How to Do Proper Software Distribution
Created On: 2016-09-22
I have wrote a post on software distribution ranking in different languages, but I didn't write about what is or how to do a proper software distribution.
A proper software distribution
- Is reproducible.
A distribution should not rely on specific personal, server or file to create. For example, if you have dependency on a private patch to some public available software, you should include that patch in your source code repository and apply that patch when building the software. The steps to create the distribution should be documented and always produce the same artifact.
- Is reliable to install.
It should not rely on network or 3rd party service to fetch dependencies. In house configuration server or artifact repository is okay.

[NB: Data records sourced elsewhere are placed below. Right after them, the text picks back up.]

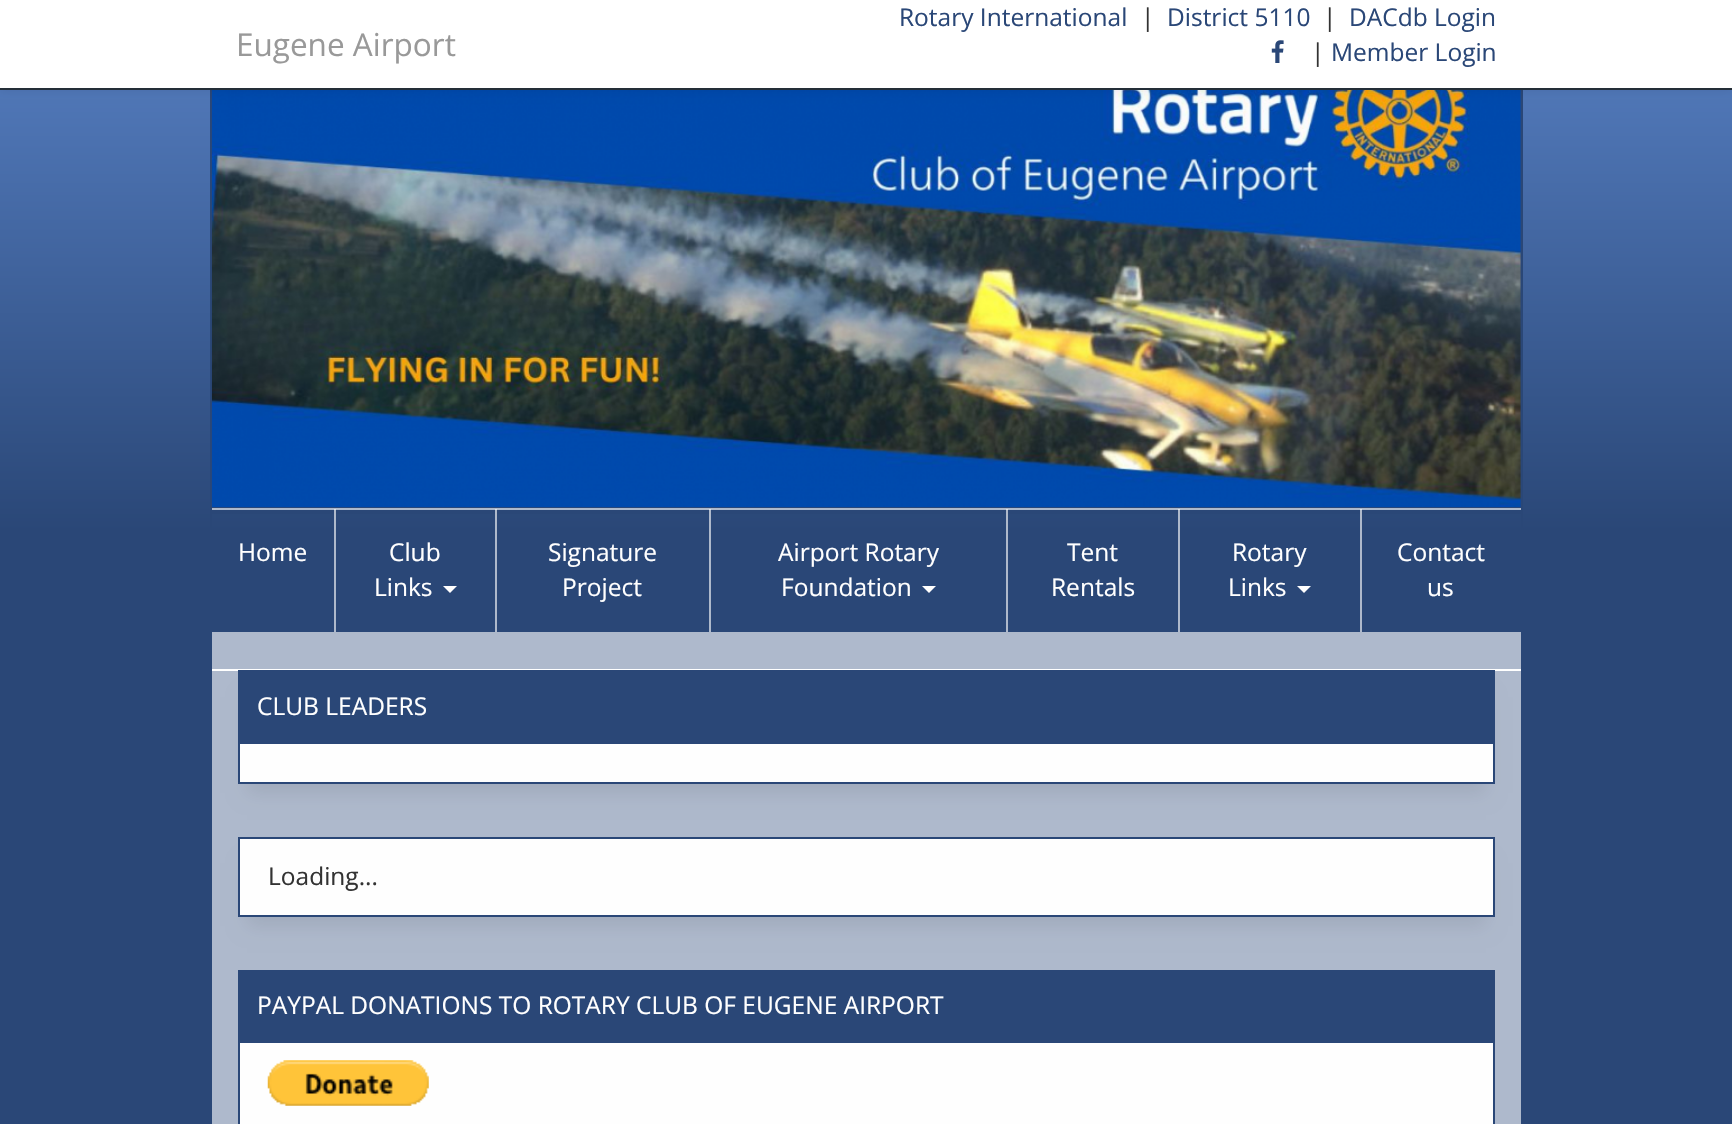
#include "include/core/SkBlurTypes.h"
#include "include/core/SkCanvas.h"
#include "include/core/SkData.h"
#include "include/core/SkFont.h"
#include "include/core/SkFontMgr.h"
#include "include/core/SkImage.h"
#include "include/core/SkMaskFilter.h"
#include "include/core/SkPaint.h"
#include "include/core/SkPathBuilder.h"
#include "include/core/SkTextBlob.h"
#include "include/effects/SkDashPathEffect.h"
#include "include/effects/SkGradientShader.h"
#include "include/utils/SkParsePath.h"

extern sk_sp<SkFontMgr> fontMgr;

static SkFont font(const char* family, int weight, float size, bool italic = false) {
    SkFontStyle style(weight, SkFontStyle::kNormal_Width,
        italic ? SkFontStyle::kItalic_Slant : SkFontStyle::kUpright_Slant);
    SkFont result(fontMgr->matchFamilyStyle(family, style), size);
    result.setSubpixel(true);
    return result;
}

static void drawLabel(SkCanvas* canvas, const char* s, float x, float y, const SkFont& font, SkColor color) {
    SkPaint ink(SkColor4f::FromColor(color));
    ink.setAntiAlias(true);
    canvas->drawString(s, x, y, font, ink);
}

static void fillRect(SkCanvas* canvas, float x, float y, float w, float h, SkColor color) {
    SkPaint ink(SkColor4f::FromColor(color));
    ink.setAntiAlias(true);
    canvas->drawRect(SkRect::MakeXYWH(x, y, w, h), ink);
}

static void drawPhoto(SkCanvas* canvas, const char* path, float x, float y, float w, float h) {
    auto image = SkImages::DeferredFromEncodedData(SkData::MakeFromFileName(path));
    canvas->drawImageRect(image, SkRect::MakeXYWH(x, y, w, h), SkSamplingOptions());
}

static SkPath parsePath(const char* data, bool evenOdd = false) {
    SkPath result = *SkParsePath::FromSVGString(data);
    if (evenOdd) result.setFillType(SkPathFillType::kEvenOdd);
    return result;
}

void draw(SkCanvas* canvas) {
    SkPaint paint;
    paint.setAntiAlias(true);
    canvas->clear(0xFFFFFFFF);
    {
        const SkColor colors[] = {0xFF4F76B6, 0xFF2A4777};
        const float stops[] = {0.06f, 0.2f};
        const SkPoint ends[] = {{866, -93}, {866, 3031}};
        paint.setShader(SkGradientShader::MakeLinear(ends, colors, stops, 2, SkTileMode::kClamp));
        paint.setAlpha(255);
    }
    canvas->drawRect(SkRect::MakeXYWH(0, 90, 1732, 1034), paint);
    paint.setStroke(true);
    paint.setStrokeWidth(2);
    paint.setShader(nullptr);
    paint.setColor(0xFF2A4777);
    canvas->drawRect(SkRect::MakeXYWH(211, 31, 1311, 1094), paint);
    fillRect(canvas, 212, 90, 1309, 418, 0xFF2A4777);
    drawPhoto(canvas, "assets/img2.png", 211, 90, 1310, 418);
    paint.setStroke(false);
    paint.setColor(0x12000000);
    paint.setMaskFilter(SkMaskFilter::MakeBlur(kNormal_SkBlurStyle, 4.5f));
    canvas->drawRect(SkRect::MakeXYWH(0, 2, 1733, 89), paint);
    paint.setMaskFilter(nullptr);
    fillRect(canvas, 0, 0, 1732, 88, 0xFFFFFFFF);
    fillRect(canvas, 0, 88, 1732, 2, 0xFF242E38);
    SkFont font1 = font("Open Sans", 400, 24.5f);
    drawLabel(canvas, "Rotary International", 899, 26, font1, 0xFF2A4777);
    drawLabel(canvas, "|", 1141, 26, font1, 0xFF333333);
    drawLabel(canvas, "District 5110", 1167, 26, font1, 0xFF2A4777);
    drawLabel(canvas, "|", 1323, 26, font1, 0xFF333333);
    drawLabel(canvas, "DACdb Login", 1349, 26, font1, 0xFF2A4777);
    SkFont font2 = font("Open Sans", 400, 31.5f);
    drawLabel(canvas, "Eugene Airport", 236, 56, font2, 0xFF999999);
    drawPhoto(canvas, "assets/img1.png", 1271, 40, 13, 23);
    drawLabel(canvas, "|", 1311, 61, font1, 0xFF333333);
    drawLabel(canvas, "Member Login", 1331, 61, font1, 0xFF2A4777);
    fillRect(canvas, 212, 510, 1309, 4, 0xFF2A4777);
    fillRect(canvas, 1360, 509, 2, 123, 0xFFAEB9CB);
    fillRect(canvas, 1178, 509, 2, 123, 0xFFAEB9CB);
    fillRect(canvas, 1006, 509, 2, 123, 0xFFAEB9CB);
    fillRect(canvas, 709, 509, 2, 123, 0xFFAEB9CB);
    fillRect(canvas, 495, 509, 2, 123, 0xFFAEB9CB);
    fillRect(canvas, 334, 509, 2, 123, 0xFFAEB9CB);
    fillRect(canvas, 212, 508, 1309, 2, 0xFFAEB9CB);
    fillRect(canvas, 1360, 509, 2, 1, 0xFFE0E4EB);
    fillRect(canvas, 1178, 509, 2, 1, 0xFFE0E4EB);
    fillRect(canvas, 1006, 509, 2, 1, 0xFFE0E4EB);
    fillRect(canvas, 709, 509, 2, 1, 0xFFE0E4EB);
    fillRect(canvas, 495, 509, 2, 1, 0xFFE0E4EB);
    fillRect(canvas, 334, 509, 2, 1, 0xFFE0E4EB);
    fillRect(canvas, 212, 632, 1309, 2, 0xFFAEB9CB);
    drawLabel(canvas, "Home", 238, 561, font1, 0xFFFFFFFF);
    drawLabel(canvas, "Club", 389, 561, font1, 0xFFFFFFFF);
    drawLabel(canvas, "Links", 374, 596, font1, 0xFFFFFFFF);
    paint.setColor(0xFFFFFFFF);
    canvas->drawPath(parsePath("M443 586H457L450 593Z"), paint);
    drawLabel(canvas, "Signature", 548, 561, font1, 0xFFFFFFFF);
    drawLabel(canvas, "Project", 562, 596, font1, 0xFFFFFFFF);
    drawLabel(canvas, "Airport Rotary", 778, 561, font1, 0xFFFFFFFF);
    drawLabel(canvas, "Foundation", 781, 596, font1, 0xFFFFFFFF);
    canvas->drawPath(parsePath("M922 586H936L929 593Z"), paint);
    drawLabel(canvas, "Tent", 1067, 561, font1, 0xFFFFFFFF);
    drawLabel(canvas, "Rentals", 1051, 596, font1, 0xFFFFFFFF);
    drawLabel(canvas, "Rotary", 1232, 561, font1, 0xFFFFFFFF);
    drawLabel(canvas, "Links", 1228, 596, font1, 0xFFFFFFFF);
    canvas->drawPath(parsePath("M1297 586H1311L1304 593Z"), paint);
    drawLabel(canvas, "Contact", 1397, 561, font1, 0xFFFFFFFF);
    drawLabel(canvas, "us", 1427, 596, font1, 0xFFFFFFFF);
    fillRect(canvas, 212, 634, 1309, 490, 0xFFAEB9CC);
    fillRect(canvas, 212, 669, 1309, 2, 0xFFFFFFFF);
    paint.setColor(0x14000000);
    paint.setMaskFilter(SkMaskFilter::MakeBlur(kNormal_SkBlurStyle, 9));
    canvas->drawRect(SkRect::MakeXYWH(247, 697, 1239, 96), paint);
    paint.setMaskFilter(nullptr);
    fillRect(canvas, 240, 744, 1253, 38, 0xFFFEFEFE);
    paint.setStroke(true);
    paint.setColor(0xFF2A4777);
    canvas->drawRect(SkRect::MakeXYWH(239, 671, 1255, 112), paint);
    fillRect(canvas, 240, 672, 1253, 72, 0xFF2A4777);
    drawLabel(canvas, "CLUB LEADERS", 257, 715, font1, 0xFFFFFFFF);
    paint.setStroke(false);
    paint.setColor(0x14000000);
    paint.setMaskFilter(SkMaskFilter::MakeBlur(kNormal_SkBlurStyle, 9));
    canvas->drawRect(SkRect::MakeXYWH(247, 863, 1239, 63), paint);
    paint.setMaskFilter(nullptr);
    paint.setColor(0xFFFEFEFE);
    canvas->drawRect(SkRect::MakeXYWH(239, 838, 1255, 78), paint);
    paint.setStroke(true);
    paint.setColor(0xFF2A4777);
    canvas->drawRect(SkRect::MakeXYWH(239, 838, 1255, 78), paint);
    drawLabel(canvas, "Loading...", 268, 885, font1, 0xFF333333);
    fillRect(canvas, 240, 1043, 1253, 81, 0xFFFEFEFE);
    canvas->drawRect(SkRect::MakeXYWH(239, 971, 1255, 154), paint);
    fillRect(canvas, 240, 972, 1253, 71, 0xFF2A4777);
    drawLabel(canvas, "PAYPAL DONATIONS TO ROTARY CLUB OF EUGENE AIRPORT", 257, 1014, font1, 0xFFFFFFFF);
    drawPhoto(canvas, "assets/img3.png", 267, 1060, 162, 46);
}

If you distribution an end user product, uploading to PyPI is not end-of-story. Things like PyPI is temporarily down or left-pad package is removal from npm should not affect a proper distribution.
- External dependencies should be documented.
That includes operating system, language runtime, database, filesystem, network requirement, compilers, locale and timezone settings, fonts and so on. Explicitly list which environments are supported and which software and version is required.
- Internal dependencies should be included.
Try not to ask user to install internal dependencies themselves. If you have to do so, document the dependencies and supported versions for them. If possible, give concrete package names and version numbers. Do not use ">=3", "latest" etc to describe the dependencies. You cannot assume a dependency never have any backward incompatible changes.
- Has a brief description of what is it.
Not every project has a good and easy to recognize name. Especially some tools used internally in organizations and companies. Always include a README file or similar to document what the project is about.
- Has proper version number, release date, and checksums.
Version number is the way to identify a release. Release date gives an impression how up-to-date the software is. Checksum can be used to verify the downloaded software is not forged. Usually the checksum is md5sum, sha1sum or GPG signature.
It's astonishing that even today there are still many distributions that do not have these basic information listed.
Since software size is getting larger and Internet and CDN based distribution is popular, I can't say enough how important HTTPS website and file checksum is. Verifying you get what you expect is the first thing to do when downloading a software from the Internet. These can not be done if the distributor doesn't provide any checksum.
- Has an installation document and user guides to get user started.
The overall steps for installation and usage should be documented. If it takes a long time to install or do initialization, it should also be documented.
Optional but highly recommended
additions
- Can be generated and distributed automatically.
Usually this is done via continuous integration server or continuous integration pipeline. It's often as easy as turning those reproducible steps into a build script.
- Good separation of code and configuration.
Otherwise, your software may be difficult to use for some people with different environment.
- Has proper changelog.
A changelog file can show how the project is evolved, how often it is released, when an important feature or bug fix is introduced.
Note that git log is not enough as a changelog. git log has no concept of a release or distribution, some commits may not be useful to end users. Write a proper changelog if you want to keep a changelog. Those who are interested in git log can run it themselves.
- Has a sanity check or health check script/user interface.
These checks can be used to detect whether the installation is correct and can be used in system monitoring as well.
- Has support information or bug report links.
If it is a side project, you can write your support email there. If it is an internal tool in company, you can write a department or support team's contact. If it is a public technology related library or project, you probably should have a public bug report system for feedback.
All these is to provide a way to contact the authors or support team when something is wrong. As a software developer, you should expect people to have suggestions, questions or problems when using your software.